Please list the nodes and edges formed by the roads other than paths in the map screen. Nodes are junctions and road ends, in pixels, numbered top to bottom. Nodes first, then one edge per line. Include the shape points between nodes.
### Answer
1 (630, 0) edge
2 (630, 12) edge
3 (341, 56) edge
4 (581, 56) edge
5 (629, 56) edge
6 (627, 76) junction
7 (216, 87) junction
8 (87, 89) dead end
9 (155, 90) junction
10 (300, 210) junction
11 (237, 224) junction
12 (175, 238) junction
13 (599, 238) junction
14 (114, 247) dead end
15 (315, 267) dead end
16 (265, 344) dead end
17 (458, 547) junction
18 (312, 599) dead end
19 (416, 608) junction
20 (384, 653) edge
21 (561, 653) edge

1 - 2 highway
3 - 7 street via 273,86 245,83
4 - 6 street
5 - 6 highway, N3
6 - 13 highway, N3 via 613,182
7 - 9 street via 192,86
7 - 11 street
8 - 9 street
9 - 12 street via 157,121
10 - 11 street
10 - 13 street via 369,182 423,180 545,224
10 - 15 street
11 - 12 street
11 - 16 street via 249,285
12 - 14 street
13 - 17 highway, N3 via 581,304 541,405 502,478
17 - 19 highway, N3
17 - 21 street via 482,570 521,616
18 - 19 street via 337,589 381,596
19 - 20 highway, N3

--

## [WORK INSTRUCTION]
Would you restate every record word for word?

## [RESPONSE TO THIS TASK]
Please list the nodes and edges formed by the roads other than paths in the map screen. Nodes are junctions and road ends, in pixels, numbered top to bottom. Nodes first, then one edge per line. Include the shape points between nodes.
### Answer
1 (630, 0) edge
2 (630, 12) edge
3 (341, 56) edge
4 (581, 56) edge
5 (629, 56) edge
6 (627, 76) junction
7 (216, 87) junction
8 (87, 89) dead end
9 (155, 90) junction
10 (300, 210) junction
11 (237, 224) junction
12 (175, 238) junction
13 (599, 238) junction
14 (114, 247) dead end
15 (315, 267) dead end
16 (265, 344) dead end
17 (458, 547) junction
18 (312, 599) dead end
19 (416, 608) junction
20 (384, 653) edge
21 (561, 653) edge

1 - 2 highway
3 - 7 street via 273,86 245,83
4 - 6 street
5 - 6 highway, N3
6 - 13 highway, N3 via 613,182
7 - 9 street via 192,86
7 - 11 street
8 - 9 street
9 - 12 street via 157,121
10 - 11 street
10 - 13 street via 369,182 423,180 545,224
10 - 15 street
11 - 12 street
11 - 16 street via 249,285
12 - 14 street
13 - 17 highway, N3 via 581,304 541,405 502,478
17 - 19 highway, N3
17 - 21 street via 482,570 521,616
18 - 19 street via 337,589 381,596
19 - 20 highway, N3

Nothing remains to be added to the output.